About this exercise: Can the data below be set down again exactly, line for line?

━━━ Given records ━━━

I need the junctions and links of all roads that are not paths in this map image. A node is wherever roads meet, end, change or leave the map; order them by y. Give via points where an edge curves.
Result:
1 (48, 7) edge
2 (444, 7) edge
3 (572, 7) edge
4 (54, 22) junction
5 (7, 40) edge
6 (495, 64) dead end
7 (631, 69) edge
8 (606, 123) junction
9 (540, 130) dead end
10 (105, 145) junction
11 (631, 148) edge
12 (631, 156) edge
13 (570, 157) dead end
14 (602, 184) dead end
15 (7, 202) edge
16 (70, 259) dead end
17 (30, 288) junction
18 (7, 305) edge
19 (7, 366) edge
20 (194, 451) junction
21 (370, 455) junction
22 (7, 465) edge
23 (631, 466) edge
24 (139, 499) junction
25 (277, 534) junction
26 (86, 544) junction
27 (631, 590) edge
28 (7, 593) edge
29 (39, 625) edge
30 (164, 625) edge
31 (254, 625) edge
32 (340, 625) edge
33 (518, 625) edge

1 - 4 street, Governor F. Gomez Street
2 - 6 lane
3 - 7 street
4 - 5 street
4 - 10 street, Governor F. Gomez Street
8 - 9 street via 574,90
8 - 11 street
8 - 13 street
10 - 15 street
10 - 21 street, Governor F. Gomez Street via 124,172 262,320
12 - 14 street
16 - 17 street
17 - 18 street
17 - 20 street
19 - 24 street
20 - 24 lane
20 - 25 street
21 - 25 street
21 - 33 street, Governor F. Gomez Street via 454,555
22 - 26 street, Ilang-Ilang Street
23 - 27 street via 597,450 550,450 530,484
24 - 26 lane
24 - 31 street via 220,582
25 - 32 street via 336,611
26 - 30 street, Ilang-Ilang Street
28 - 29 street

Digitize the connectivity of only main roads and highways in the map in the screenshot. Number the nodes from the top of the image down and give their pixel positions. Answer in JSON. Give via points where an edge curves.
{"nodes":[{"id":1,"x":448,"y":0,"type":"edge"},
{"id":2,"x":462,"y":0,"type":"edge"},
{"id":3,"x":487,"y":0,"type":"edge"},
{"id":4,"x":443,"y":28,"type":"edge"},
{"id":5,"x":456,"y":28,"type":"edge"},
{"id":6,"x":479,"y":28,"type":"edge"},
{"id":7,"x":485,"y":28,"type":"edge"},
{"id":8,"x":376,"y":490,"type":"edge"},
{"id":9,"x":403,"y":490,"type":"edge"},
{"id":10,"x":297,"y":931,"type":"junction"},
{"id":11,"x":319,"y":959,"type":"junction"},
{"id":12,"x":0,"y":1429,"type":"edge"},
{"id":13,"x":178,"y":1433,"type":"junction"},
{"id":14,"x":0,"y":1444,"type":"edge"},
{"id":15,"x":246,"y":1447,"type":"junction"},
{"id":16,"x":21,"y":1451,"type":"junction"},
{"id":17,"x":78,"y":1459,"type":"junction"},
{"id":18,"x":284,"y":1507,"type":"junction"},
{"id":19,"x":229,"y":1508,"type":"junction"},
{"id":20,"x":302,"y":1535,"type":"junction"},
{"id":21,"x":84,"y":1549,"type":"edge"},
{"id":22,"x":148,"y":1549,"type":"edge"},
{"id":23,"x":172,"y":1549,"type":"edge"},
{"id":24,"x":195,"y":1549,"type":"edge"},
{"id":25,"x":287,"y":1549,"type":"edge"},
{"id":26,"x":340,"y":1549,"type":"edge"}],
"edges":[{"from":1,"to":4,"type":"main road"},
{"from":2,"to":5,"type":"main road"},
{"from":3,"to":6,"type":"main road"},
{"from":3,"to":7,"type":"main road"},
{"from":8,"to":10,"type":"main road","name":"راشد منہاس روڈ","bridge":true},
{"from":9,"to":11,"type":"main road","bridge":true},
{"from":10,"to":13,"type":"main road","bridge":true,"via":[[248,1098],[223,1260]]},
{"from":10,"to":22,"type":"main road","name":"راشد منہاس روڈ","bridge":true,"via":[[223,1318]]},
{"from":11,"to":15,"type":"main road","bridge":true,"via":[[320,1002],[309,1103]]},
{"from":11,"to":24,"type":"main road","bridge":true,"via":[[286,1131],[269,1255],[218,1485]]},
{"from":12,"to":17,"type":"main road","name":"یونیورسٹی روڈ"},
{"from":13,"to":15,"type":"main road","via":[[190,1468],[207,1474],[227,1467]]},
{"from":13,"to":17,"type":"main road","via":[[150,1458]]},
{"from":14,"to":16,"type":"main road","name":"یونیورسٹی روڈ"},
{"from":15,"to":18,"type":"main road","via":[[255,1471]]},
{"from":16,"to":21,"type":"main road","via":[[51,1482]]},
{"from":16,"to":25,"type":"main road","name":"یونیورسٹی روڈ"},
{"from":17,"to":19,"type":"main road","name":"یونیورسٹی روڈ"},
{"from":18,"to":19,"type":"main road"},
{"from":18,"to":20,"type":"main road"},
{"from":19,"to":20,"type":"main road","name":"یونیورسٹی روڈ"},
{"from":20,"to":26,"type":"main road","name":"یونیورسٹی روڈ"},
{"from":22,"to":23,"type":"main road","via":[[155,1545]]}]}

━━━

Final answer:
I need the junctions and links of all roads that are not paths in this map image. A node is wherever roads meet, end, change or leave the map; order them by y. Give via points where an edge curves.
Result:
1 (48, 7) edge
2 (444, 7) edge
3 (572, 7) edge
4 (54, 22) junction
5 (7, 40) edge
6 (495, 64) dead end
7 (631, 69) edge
8 (606, 123) junction
9 (540, 130) dead end
10 (105, 145) junction
11 (631, 148) edge
12 (631, 156) edge
13 (570, 157) dead end
14 (602, 184) dead end
15 (7, 202) edge
16 (70, 259) dead end
17 (30, 288) junction
18 (7, 305) edge
19 (7, 366) edge
20 (194, 451) junction
21 (370, 455) junction
22 (7, 465) edge
23 (631, 466) edge
24 (139, 499) junction
25 (277, 534) junction
26 (86, 544) junction
27 (631, 590) edge
28 (7, 593) edge
29 (39, 625) edge
30 (164, 625) edge
31 (254, 625) edge
32 (340, 625) edge
33 (518, 625) edge

1 - 4 street, Governor F. Gomez Street
2 - 6 lane
3 - 7 street
4 - 5 street
4 - 10 street, Governor F. Gomez Street
8 - 9 street via 574,90
8 - 11 street
8 - 13 street
10 - 15 street
10 - 21 street, Governor F. Gomez Street via 124,172 262,320
12 - 14 street
16 - 17 street
17 - 18 street
17 - 20 street
19 - 24 street
20 - 24 lane
20 - 25 street
21 - 25 street
21 - 33 street, Governor F. Gomez Street via 454,555
22 - 26 street, Ilang-Ilang Street
23 - 27 street via 597,450 550,450 530,484
24 - 26 lane
24 - 31 street via 220,582
25 - 32 street via 336,611
26 - 30 street, Ilang-Ilang Street
28 - 29 street

Digitize the connectivity of only main roads and highways in the map in the screenshot. Number the nodes from the top of the image down and give their pixel positions. Answer in JSON. Give via points where an edge curves.
{"nodes":[{"id":1,"x":448,"y":0,"type":"edge"},
{"id":2,"x":462,"y":0,"type":"edge"},
{"id":3,"x":487,"y":0,"type":"edge"},
{"id":4,"x":443,"y":28,"type":"edge"},
{"id":5,"x":456,"y":28,"type":"edge"},
{"id":6,"x":479,"y":28,"type":"edge"},
{"id":7,"x":485,"y":28,"type":"edge"},
{"id":8,"x":376,"y":490,"type":"edge"},
{"id":9,"x":403,"y":490,"type":"edge"},
{"id":10,"x":297,"y":931,"type":"junction"},
{"id":11,"x":319,"y":959,"type":"junction"},
{"id":12,"x":0,"y":1429,"type":"edge"},
{"id":13,"x":178,"y":1433,"type":"junction"},
{"id":14,"x":0,"y":1444,"type":"edge"},
{"id":15,"x":246,"y":1447,"type":"junction"},
{"id":16,"x":21,"y":1451,"type":"junction"},
{"id":17,"x":78,"y":1459,"type":"junction"},
{"id":18,"x":284,"y":1507,"type":"junction"},
{"id":19,"x":229,"y":1508,"type":"junction"},
{"id":20,"x":302,"y":1535,"type":"junction"},
{"id":21,"x":84,"y":1549,"type":"edge"},
{"id":22,"x":148,"y":1549,"type":"edge"},
{"id":23,"x":172,"y":1549,"type":"edge"},
{"id":24,"x":195,"y":1549,"type":"edge"},
{"id":25,"x":287,"y":1549,"type":"edge"},
{"id":26,"x":340,"y":1549,"type":"edge"}],
"edges":[{"from":1,"to":4,"type":"main road"},
{"from":2,"to":5,"type":"main road"},
{"from":3,"to":6,"type":"main road"},
{"from":3,"to":7,"type":"main road"},
{"from":8,"to":10,"type":"main road","name":"راشد منہاس روڈ","bridge":true},
{"from":9,"to":11,"type":"main road","bridge":true},
{"from":10,"to":13,"type":"main road","bridge":true,"via":[[248,1098],[223,1260]]},
{"from":10,"to":22,"type":"main road","name":"راشد منہاس روڈ","bridge":true,"via":[[223,1318]]},
{"from":11,"to":15,"type":"main road","bridge":true,"via":[[320,1002],[309,1103]]},
{"from":11,"to":24,"type":"main road","bridge":true,"via":[[286,1131],[269,1255],[218,1485]]},
{"from":12,"to":17,"type":"main road","name":"یونیورسٹی روڈ"},
{"from":13,"to":15,"type":"main road","via":[[190,1468],[207,1474],[227,1467]]},
{"from":13,"to":17,"type":"main road","via":[[150,1458]]},
{"from":14,"to":16,"type":"main road","name":"یونیورسٹی روڈ"},
{"from":15,"to":18,"type":"main road","via":[[255,1471]]},
{"from":16,"to":21,"type":"main road","via":[[51,1482]]},
{"from":16,"to":25,"type":"main road","name":"یونیورسٹی روڈ"},
{"from":17,"to":19,"type":"main road","name":"یونیورسٹی روڈ"},
{"from":18,"to":19,"type":"main road"},
{"from":18,"to":20,"type":"main road"},
{"from":19,"to":20,"type":"main road","name":"یونیورسٹی روڈ"},
{"from":20,"to":26,"type":"main road","name":"یونیورسٹی روڈ"},
{"from":22,"to":23,"type":"main road","via":[[155,1545]]}]}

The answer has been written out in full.